Your goal
Pick out the lines below that contain the string "highway" and copy them all.

[Dataset entries]
————————
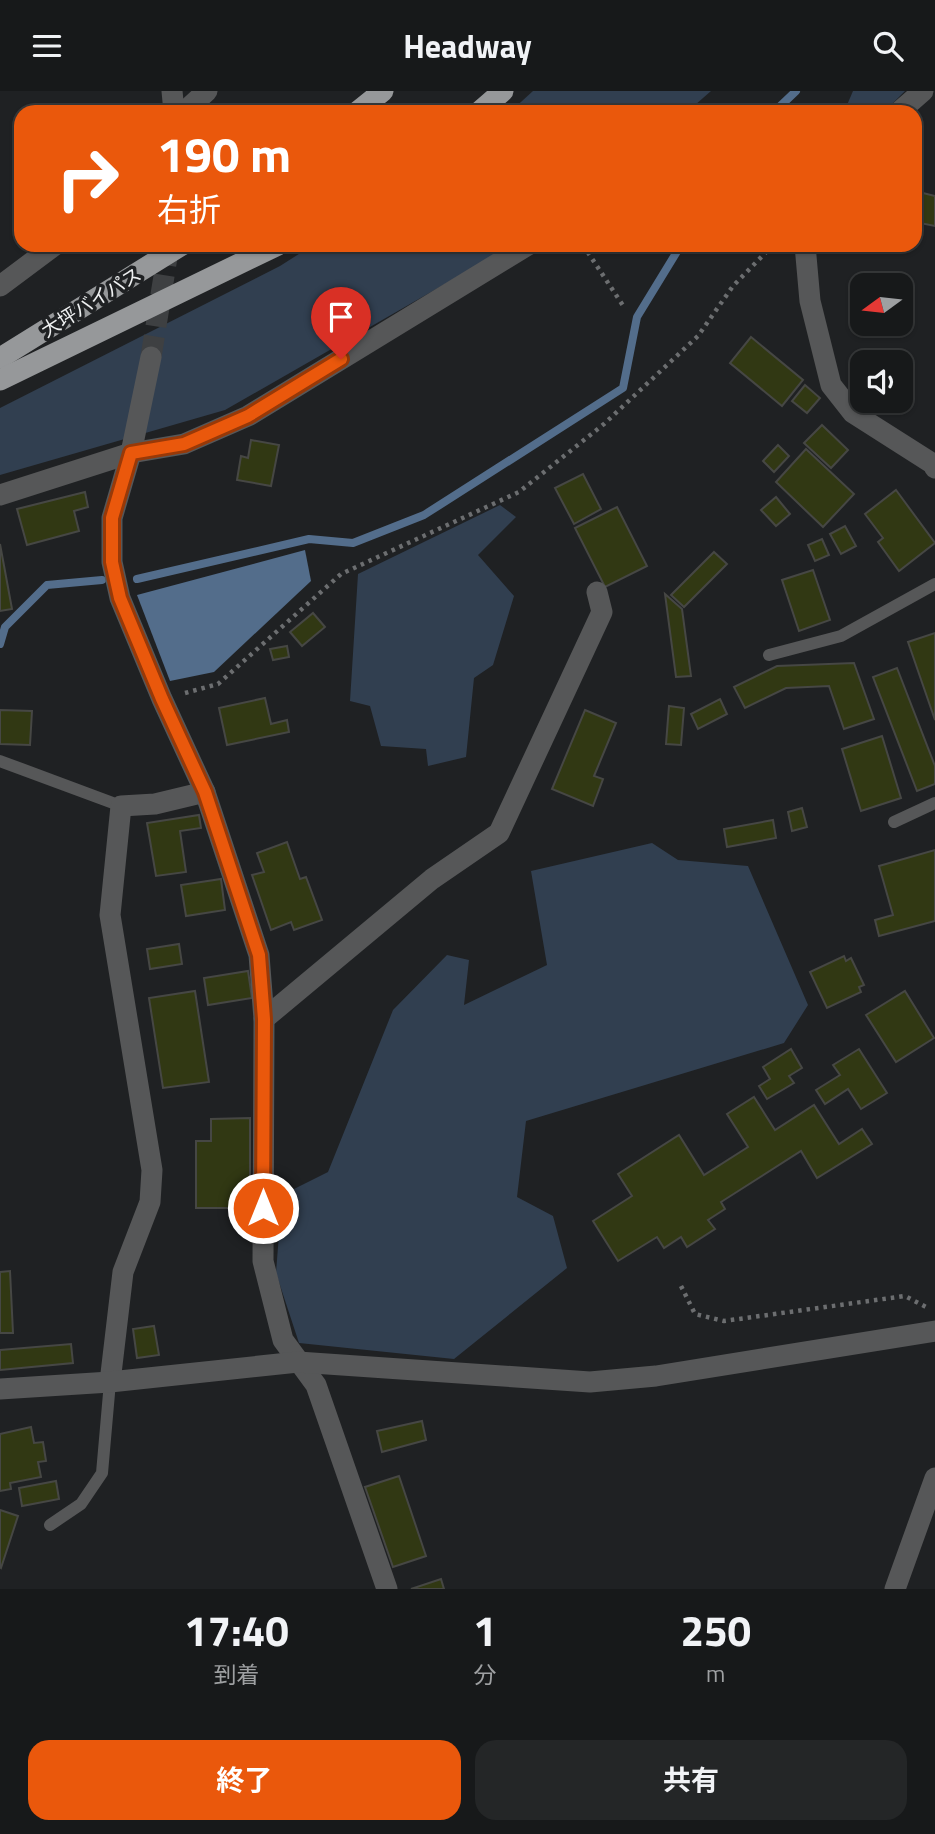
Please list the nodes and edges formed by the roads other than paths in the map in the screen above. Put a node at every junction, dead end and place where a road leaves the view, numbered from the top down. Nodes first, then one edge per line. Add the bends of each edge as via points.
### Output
1 (207, 91) edge
2 (373, 91) edge
3 (383, 91) edge
4 (502, 91) edge
5 (923, 91) edge
6 (192, 105) edge
7 (362, 105) edge
8 (365, 105) edge
9 (487, 105) edge
10 (907, 105) edge
11 (46, 252) edge
12 (171, 252) edge
13 (264, 252) edge
14 (516, 252) edge
15 (806, 252) edge
16 (0, 286) edge
17 (151, 357) tunnel mouth
18 (0, 358) edge
19 (0, 380) edge
20 (131, 453) junction
21 (935, 468) edge
22 (0, 495) edge
23 (935, 584) edge
24 (597, 592) dead end
25 (769, 655) dead end
26 (0, 761) edge
27 (205, 792) junction
28 (935, 803) edge
29 (121, 806) junction
30 (894, 822) dead end
31 (264, 1019) junction
32 (935, 1331) edge
33 (298, 1361) junction
34 (110, 1382) junction
35 (0, 1389) edge
36 (935, 1478) edge
37 (50, 1525) dead end
38 (387, 1589) edge
39 (895, 1589) edge

1 - 6 street
2 - 7 highway
3 - 8 highway
4 - 9 highway
5 - 10 street
11 - 16 street
12 - 18 highway, 大坪バイパス
13 - 19 highway
14 - 20 street via 248,416 184,444
15 - 21 street via 810,301 831,385 853,413
17 - 20 street
20 - 22 street
20 - 27 street via 112,518 112,562 120,598
23 - 25 lane via 841,636
24 - 31 street via 602,612 499,833 432,879
26 - 29 lane
27 - 29 street via 155,804
27 - 31 street via 259,955
28 - 30 lane
29 - 34 street via 110,915 152,1170 150,1202 123,1272
31 - 33 street via 263,1261 283,1340
32 - 33 street via 656,1376 590,1382
33 - 34 street
33 - 38 street via 316,1385
34 - 35 street
34 - 37 lane via 102,1473 80,1504
36 - 39 street

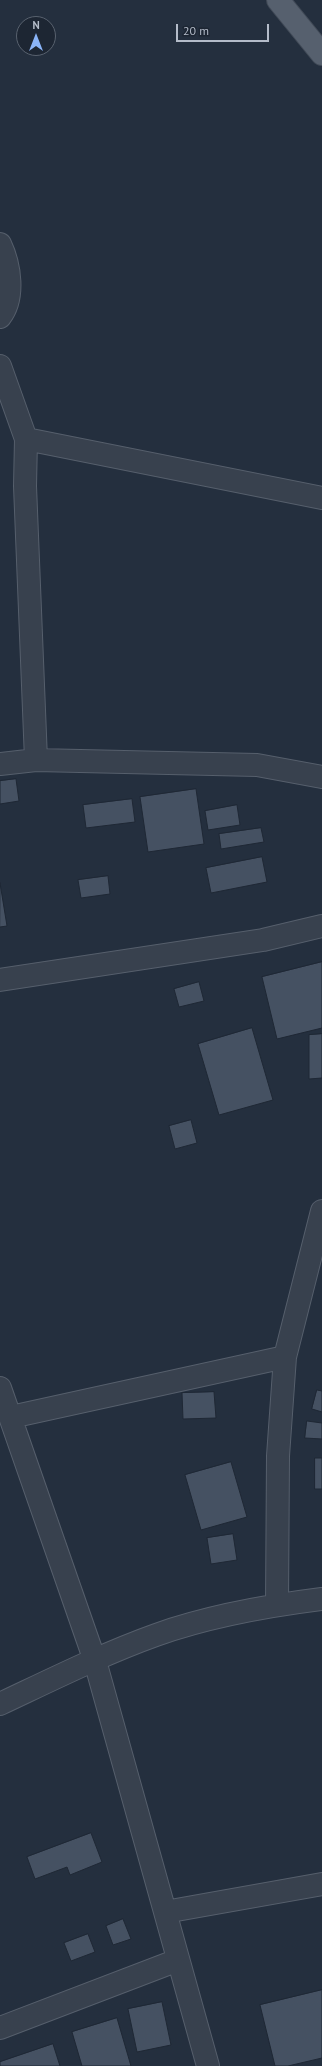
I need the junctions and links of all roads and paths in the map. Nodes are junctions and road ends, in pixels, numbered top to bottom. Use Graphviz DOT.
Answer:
graph roads {
  1 [pos="278,0"];
  2 [pos="322,54"];
  3 [pos="0,244"];
  4 [pos="0,317"];
  5 [pos="0,366"];
  6 [pos="26,439"];
  7 [pos="322,498"];
  8 [pos="36,760"];
  9 [pos="0,764"];
  10 [pos="322,777"];
  11 [pos="322,926"];
  12 [pos="0,980"];
  13 [pos="322,1211"];
  14 [pos="285,1357"];
  15 [pos="0,1389"];
  16 [pos="11,1417"];
  17 [pos="322,1599"];
  18 [pos="277,1605"];
  19 [pos="95,1661"];
  20 [pos="0,1704"];
  21 [pos="322,1884"];
  22 [pos="165,1912"];
  23 [pos="178,1960"];
  24 [pos="0,2028"];
  25 [pos="208,2066"];
  1 -- 2 [label="main road"];
  3 -- 4 [label="street"];
  5 -- 6 [label="street"];
  6 -- 7 [label="street"];
  6 -- 8 [label="street"];
  8 -- 9 [label="street"];
  8 -- 10 [label="street"];
  11 -- 12 [label="street"];
  13 -- 14 [label="street"];
  14 -- 16 [label="street"];
  14 -- 18 [label="street"];
  15 -- 16 [label="street"];
  16 -- 19 [label="street"];
  17 -- 18 [label="street"];
  18 -- 19 [label="street"];
  19 -- 20 [label="street"];
  19 -- 22 [label="street"];
  21 -- 22 [label="street"];
  22 -- 23 [label="street"];
  23 -- 24 [label="street"];
  23 -- 25 [label="street"];
}
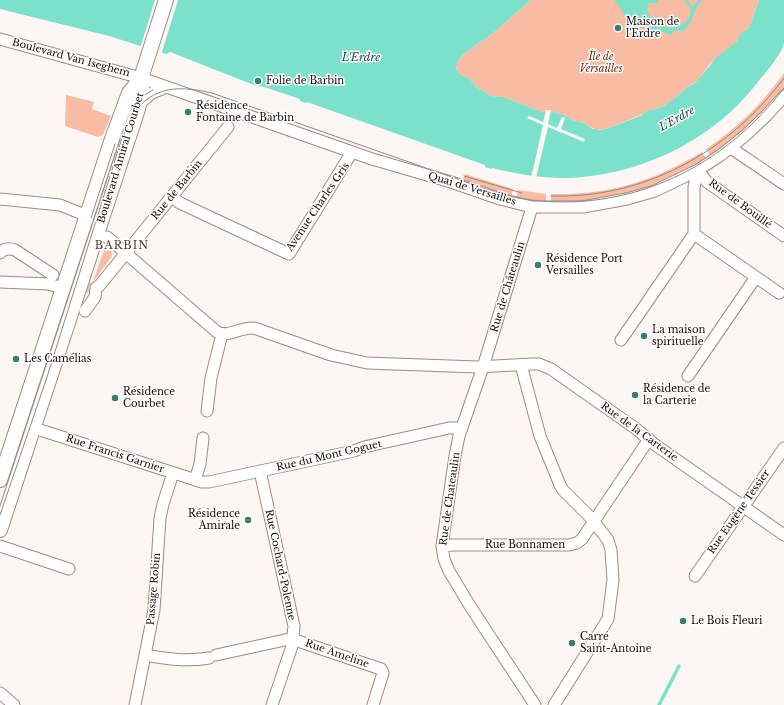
————————
Output
2 - 7 highway
3 - 8 highway
4 - 9 highway
12 - 18 highway, 大坪バイパス
13 - 19 highway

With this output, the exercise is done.